Previous study has demonstrated that PONV is highly associated with the use of opioids.26 Many patients have their first opioid exposure in the perioperative setting and can be expected to benefit from OFA techniques. It has been hypothesized that MCPB with non-opioid analgesics may effectively prevent PONV.27 However, regarding the short-term incidence of PONV, we failed to demonstrate non-inferiority of the OFA group compared to the OSA group in this study, but the incidence of PONV in two groups was both low. This can probably be attributed to multimodal prophylactic drugs including propofol anesthesia and antiemetic prophylaxis (dexamethasone combined with 5-hydroxytryptamine-3 receptor antagonists) given in all participants.28
With unspecific symptoms such as headache, nausea and vomiting, the possibility of acute rise in IOP and Porb caused by the injection of local anesthetic must be considered. In the present study, it was observed that the use of MCPB did not result in a dramatic elevation of IOP or Porb.
This study has several limitations. Firstly, we could not evaluate the real effects of the MCPB by checking the akinesia and pain perception because we performed blocks under general anesthesia. However, we chose to perform blocks at the end of surgery, rather than the beginning, to avoid disrupting the orbital anatomy. Secondly, injecting 3 to 5 mL of local anesthetic into the orbit may cause a dramatic increase in periorbital pressure, requiring operators to pay attention to the changes of IOP and Prob during the injection process.29 Thirdly, using fentanyl may not be a standard protocol to prevent postoperative pain after orbital fracture reconstruction; however, to our knowledge, no optimal multimodal analgesia methods have been presented orsearched in the web of science.

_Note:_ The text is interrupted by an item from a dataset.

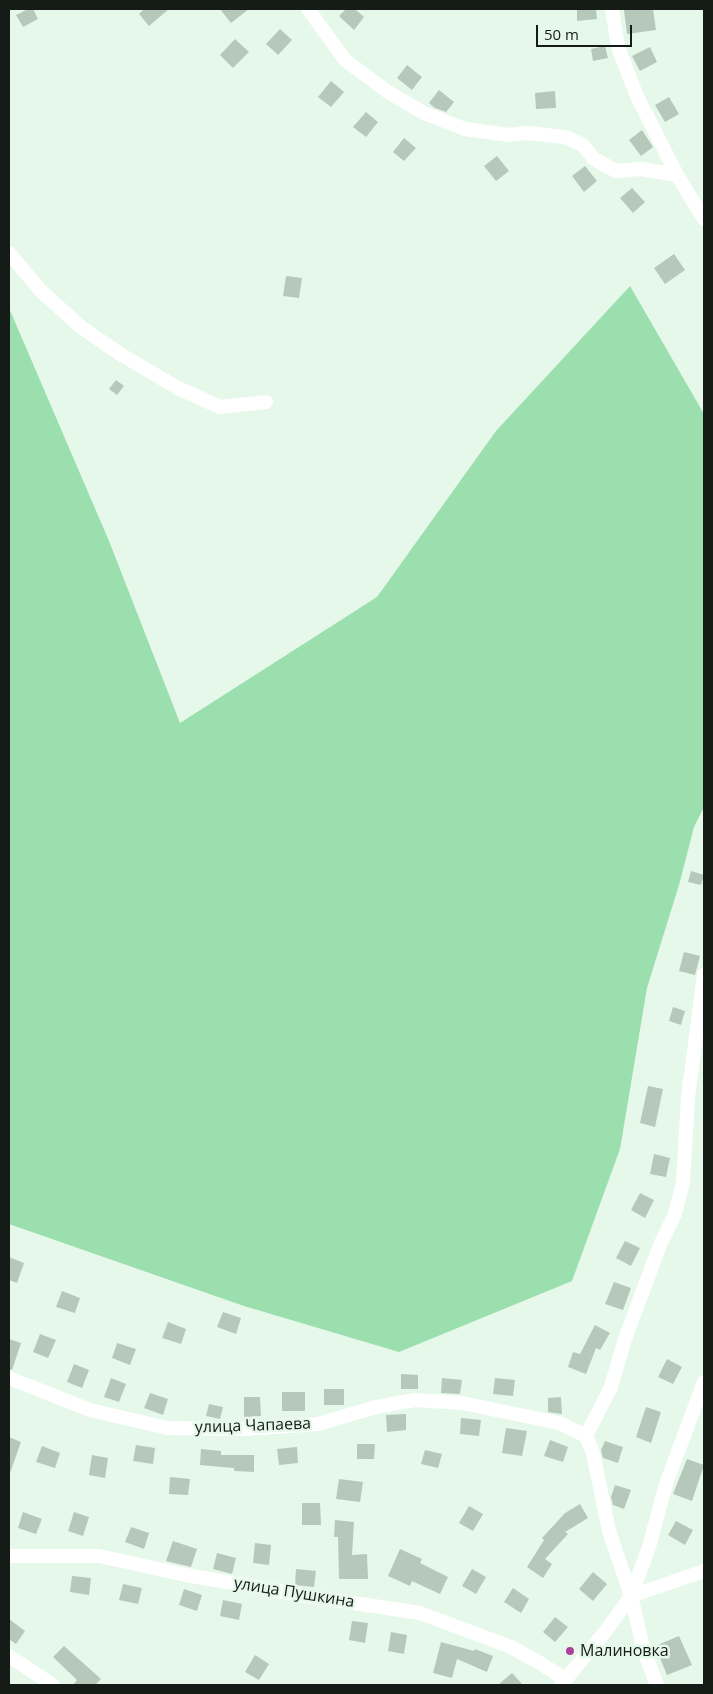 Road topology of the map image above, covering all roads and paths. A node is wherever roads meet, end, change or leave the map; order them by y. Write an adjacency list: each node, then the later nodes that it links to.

In conclusion, both the OFA and OSA strategies offer effective and safe postoperative pain management following orbital fracture reconstruction. However, the opioid-free multimodal analgesia strategy, which incorporates MCPB and NSAIDs, can improve the quality of early recovery to a greater extent.
Data Sharing Statement
The datasets generated during and/or analyzed during the current study are available from the corresponding author on reasonable request.
Ethics Approval
This study was performed in line with the principles of the Declaration of Helsinki. Study approval was obtained from the Institutional Review Board of Zhongshan Ophthalmic Center, Sun Yat-sen University (approval number: 2019KYPJ154). Informed consent was obtained from all individual participants or their legal guardians prior to their participation.
Acknowledgments
We would like to give special thanks to Prof. Ling Jin (senior statistician of Zhongshan Ophthalmic Center) for assistance with statistical analysis of this study. This study was supported by the Natural Science Foundation of Guangdong Province, China (2021A1515010553), and the clinical research project of Zhongshan Ophthalmic Center of Sun Yat-sen University (3030901011175). The sponsors had no role in the study design, survey process, data analysis, or manuscript preparation. Rui Zhang, Yongjian Mai, and Huijing Ye are co-first authors for this study.
Disclosure
The authors report no conflicts of interest in this work.